Last Tuesday, Trinidad Cement Limited (TCL) announced a rise in price on a standard 42.5 kilogramme bag of cement by 9.5 per cent. The company had warned last July that it would have to review its prices after a 90-day strike by the OWTU meant to shift the company's position from a wage offer of 6.5 per cent.
TCL has been managing weighty losses over the last three years with a loss in 2010 of just over $80 million, a loss in 2011 of more than $130 million. When the union called the strike, TCL had already declared itself insolvent and was working with creditors to restructure more than $1.8 billion in debt.
The company's unaudited after-tax loss for 2012 soared to $178 million for the nine-month period between January and September, a 26 per cent increase over the same financial period in 2011. In October, Labour Minister and retired OWTU president general Errol McLeod told Parliament during the budget debate that "The TCL strike was an error of great magnitude in Trinidad and Tobago."
The costly lessons of the strike, so fresh in the memory of the construction industry, offer timely warning of how the price increase will affect projects underway. The short-term $13 price increase occasioned by the strike, an effective spike of 21 per cent, triggered sharp rises in the price of bulk cement, a situation that's likely to play out again, causing complementary escalations in the cost of major construction and refurbishment projects.
Without intervention, the pain of the May increase, a concession to the constrained circumstances occasioned by the strike, will now become a sustained rise in the cost of construction just as the industry begins to build some steam after a long period at enforced downtime. Mikey Joseph, past president of the Contractors Association of T&T, summed up the dissatisfaction of the industry in a single word. "Unacceptable."
Mr Joseph was surprised at the sudden implementation of the increase and saw problems arising with contracted projects with fixed prices. Coosal's Construction Company Limited called for the removal of the tariff on imported cement, concerned that costs on concrete and masonry products would rise by as much as 20 per cent downstream from TCL.

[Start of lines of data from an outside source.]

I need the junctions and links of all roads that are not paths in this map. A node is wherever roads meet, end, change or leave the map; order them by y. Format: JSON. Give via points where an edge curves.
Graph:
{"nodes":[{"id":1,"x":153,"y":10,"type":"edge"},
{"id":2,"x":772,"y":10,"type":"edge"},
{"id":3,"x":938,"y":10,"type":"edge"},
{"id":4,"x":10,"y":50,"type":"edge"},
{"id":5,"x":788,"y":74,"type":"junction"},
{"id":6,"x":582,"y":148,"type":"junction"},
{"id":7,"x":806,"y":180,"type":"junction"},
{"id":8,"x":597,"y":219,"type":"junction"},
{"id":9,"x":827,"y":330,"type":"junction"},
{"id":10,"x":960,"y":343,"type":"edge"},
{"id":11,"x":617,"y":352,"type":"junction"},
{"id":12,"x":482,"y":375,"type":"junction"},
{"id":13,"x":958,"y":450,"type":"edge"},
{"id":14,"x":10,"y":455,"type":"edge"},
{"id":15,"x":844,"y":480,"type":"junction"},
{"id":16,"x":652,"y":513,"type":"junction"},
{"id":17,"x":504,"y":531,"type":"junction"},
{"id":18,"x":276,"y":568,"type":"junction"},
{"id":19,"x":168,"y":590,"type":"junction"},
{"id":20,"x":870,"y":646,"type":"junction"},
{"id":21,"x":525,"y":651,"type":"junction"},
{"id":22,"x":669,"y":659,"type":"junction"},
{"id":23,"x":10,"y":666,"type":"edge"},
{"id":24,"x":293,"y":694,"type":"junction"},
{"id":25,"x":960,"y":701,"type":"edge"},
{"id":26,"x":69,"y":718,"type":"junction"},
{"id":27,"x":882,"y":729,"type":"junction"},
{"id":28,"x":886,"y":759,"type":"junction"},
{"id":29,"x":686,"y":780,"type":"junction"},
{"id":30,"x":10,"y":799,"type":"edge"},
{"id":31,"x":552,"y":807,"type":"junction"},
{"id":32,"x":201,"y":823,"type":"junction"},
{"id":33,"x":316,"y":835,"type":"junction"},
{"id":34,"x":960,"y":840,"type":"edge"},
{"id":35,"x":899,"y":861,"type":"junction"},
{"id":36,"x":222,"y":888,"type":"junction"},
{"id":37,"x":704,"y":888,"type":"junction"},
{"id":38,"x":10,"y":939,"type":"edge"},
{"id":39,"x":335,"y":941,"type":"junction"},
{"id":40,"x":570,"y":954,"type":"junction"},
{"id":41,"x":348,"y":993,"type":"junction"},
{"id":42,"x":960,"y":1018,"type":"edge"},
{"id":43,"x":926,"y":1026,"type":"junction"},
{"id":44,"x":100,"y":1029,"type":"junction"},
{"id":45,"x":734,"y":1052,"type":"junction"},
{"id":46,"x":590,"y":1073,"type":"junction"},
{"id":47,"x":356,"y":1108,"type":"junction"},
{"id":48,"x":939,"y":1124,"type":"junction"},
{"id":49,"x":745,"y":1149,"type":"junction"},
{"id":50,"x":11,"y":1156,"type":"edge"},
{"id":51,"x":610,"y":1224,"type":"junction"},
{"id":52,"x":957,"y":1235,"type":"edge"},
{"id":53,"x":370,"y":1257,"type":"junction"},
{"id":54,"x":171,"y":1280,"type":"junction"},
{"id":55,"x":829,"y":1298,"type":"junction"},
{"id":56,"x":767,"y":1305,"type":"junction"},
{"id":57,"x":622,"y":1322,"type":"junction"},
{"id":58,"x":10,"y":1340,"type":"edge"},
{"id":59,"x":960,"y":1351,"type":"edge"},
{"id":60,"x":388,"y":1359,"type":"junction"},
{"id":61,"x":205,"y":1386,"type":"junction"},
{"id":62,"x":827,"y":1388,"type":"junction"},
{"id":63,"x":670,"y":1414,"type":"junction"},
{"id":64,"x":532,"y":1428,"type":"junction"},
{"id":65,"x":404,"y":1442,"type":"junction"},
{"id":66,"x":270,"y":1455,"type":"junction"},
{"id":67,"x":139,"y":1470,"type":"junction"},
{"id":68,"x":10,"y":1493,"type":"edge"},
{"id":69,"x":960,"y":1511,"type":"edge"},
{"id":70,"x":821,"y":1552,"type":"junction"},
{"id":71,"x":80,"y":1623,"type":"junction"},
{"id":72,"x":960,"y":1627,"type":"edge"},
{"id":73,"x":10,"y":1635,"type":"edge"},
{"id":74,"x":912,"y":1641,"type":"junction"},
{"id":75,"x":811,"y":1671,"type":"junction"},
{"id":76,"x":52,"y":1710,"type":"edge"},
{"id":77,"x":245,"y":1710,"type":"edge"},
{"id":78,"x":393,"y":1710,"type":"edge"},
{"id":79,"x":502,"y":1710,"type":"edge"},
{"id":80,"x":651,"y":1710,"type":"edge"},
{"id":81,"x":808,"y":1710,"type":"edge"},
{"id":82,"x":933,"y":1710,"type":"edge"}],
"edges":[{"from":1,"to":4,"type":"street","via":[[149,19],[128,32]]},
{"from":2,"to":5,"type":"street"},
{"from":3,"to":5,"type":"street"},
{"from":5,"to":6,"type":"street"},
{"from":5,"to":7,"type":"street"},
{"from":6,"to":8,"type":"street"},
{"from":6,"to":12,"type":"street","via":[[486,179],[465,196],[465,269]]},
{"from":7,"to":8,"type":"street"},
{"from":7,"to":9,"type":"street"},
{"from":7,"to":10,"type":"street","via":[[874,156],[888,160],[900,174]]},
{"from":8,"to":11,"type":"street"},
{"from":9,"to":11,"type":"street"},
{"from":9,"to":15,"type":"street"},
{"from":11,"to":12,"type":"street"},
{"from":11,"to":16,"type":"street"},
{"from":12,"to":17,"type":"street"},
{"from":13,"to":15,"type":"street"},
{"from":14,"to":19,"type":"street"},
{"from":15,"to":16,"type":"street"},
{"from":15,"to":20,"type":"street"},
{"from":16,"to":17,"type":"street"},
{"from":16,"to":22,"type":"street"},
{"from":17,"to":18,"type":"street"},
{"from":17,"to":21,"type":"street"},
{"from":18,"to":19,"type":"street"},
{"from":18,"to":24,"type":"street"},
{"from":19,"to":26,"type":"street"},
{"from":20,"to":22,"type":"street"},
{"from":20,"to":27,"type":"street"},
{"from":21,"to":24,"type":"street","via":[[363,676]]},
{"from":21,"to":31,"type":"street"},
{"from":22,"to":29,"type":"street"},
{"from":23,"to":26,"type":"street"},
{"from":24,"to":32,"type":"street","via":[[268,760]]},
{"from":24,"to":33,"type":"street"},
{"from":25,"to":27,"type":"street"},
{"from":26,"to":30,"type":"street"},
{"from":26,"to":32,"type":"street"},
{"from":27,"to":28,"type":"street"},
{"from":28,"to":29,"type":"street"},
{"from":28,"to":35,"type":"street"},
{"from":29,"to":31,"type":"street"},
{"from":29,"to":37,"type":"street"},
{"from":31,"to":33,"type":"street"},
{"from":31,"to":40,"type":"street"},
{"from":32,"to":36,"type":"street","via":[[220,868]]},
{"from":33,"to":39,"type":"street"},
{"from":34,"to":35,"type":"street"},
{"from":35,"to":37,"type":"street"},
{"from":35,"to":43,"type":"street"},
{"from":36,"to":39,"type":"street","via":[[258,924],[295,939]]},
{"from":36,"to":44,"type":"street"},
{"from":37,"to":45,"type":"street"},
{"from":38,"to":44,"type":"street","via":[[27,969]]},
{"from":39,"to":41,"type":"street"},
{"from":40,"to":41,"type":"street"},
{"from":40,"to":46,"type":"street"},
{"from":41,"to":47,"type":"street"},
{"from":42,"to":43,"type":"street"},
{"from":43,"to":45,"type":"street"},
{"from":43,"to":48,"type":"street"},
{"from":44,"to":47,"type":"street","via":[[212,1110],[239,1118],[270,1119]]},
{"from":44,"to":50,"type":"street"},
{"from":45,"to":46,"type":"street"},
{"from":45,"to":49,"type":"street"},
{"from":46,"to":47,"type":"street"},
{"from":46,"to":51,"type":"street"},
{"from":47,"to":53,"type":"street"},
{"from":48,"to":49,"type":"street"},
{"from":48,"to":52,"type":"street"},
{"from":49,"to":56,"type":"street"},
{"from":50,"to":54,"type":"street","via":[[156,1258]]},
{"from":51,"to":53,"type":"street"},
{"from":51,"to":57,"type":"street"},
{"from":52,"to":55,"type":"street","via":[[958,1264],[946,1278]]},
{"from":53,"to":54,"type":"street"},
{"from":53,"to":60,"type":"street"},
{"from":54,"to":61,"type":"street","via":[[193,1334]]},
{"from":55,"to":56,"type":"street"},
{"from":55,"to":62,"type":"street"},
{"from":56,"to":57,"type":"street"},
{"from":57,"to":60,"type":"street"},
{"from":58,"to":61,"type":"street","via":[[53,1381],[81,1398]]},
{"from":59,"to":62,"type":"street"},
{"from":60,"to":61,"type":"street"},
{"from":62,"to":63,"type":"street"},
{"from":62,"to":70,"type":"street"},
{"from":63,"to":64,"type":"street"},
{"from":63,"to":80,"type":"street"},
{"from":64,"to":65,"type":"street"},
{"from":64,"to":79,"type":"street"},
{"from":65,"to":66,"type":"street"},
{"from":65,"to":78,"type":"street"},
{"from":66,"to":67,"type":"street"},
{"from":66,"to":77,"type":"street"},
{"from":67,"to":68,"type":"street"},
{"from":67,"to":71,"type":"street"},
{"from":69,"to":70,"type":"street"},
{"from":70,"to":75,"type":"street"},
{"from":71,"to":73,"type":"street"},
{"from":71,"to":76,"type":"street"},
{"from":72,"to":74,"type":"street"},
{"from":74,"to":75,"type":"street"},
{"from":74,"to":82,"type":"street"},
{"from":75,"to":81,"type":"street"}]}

That would effectively kill TCL as a viable company, so the Government's response has been to find other ways to give the cement company a fighting chance to survive. Trade Minister Vasant Bharath announced plans to look at import duties but instead chose to target the 15 per cent Caricom tax on cement imported from outside the region and to seek a reclassification of the cement company at the National Gas Company that would reduce their cost for gas.
Most critical, but unfortunately far too generalised was a vague plan to seek ways to make TCL more efficient.
The first two efforts are likely to have more immediate results. There is precedent for a reduction in the Caricom cement tax, and the Government has some sway at NGC, but both solutions demand interventions that aren't sustainable. Bulk cement is always a risky product to ship and will only provide a reprieve while any NGC price reductions will ultimately amount to a government subsidy of TCL's operations.
Ultimately, making the company solvent again will mean making some tough decisions about how the company operates and how it manages its substantial wage bill. The only real solution is a tightly staffed, efficiently run and profit focused TCL and that's a reality that's evaded the company's management for years now. TCL in 2013 is a brittle, fractured company that's going to have to be handled deftly and with serious intent or it will simply shatter.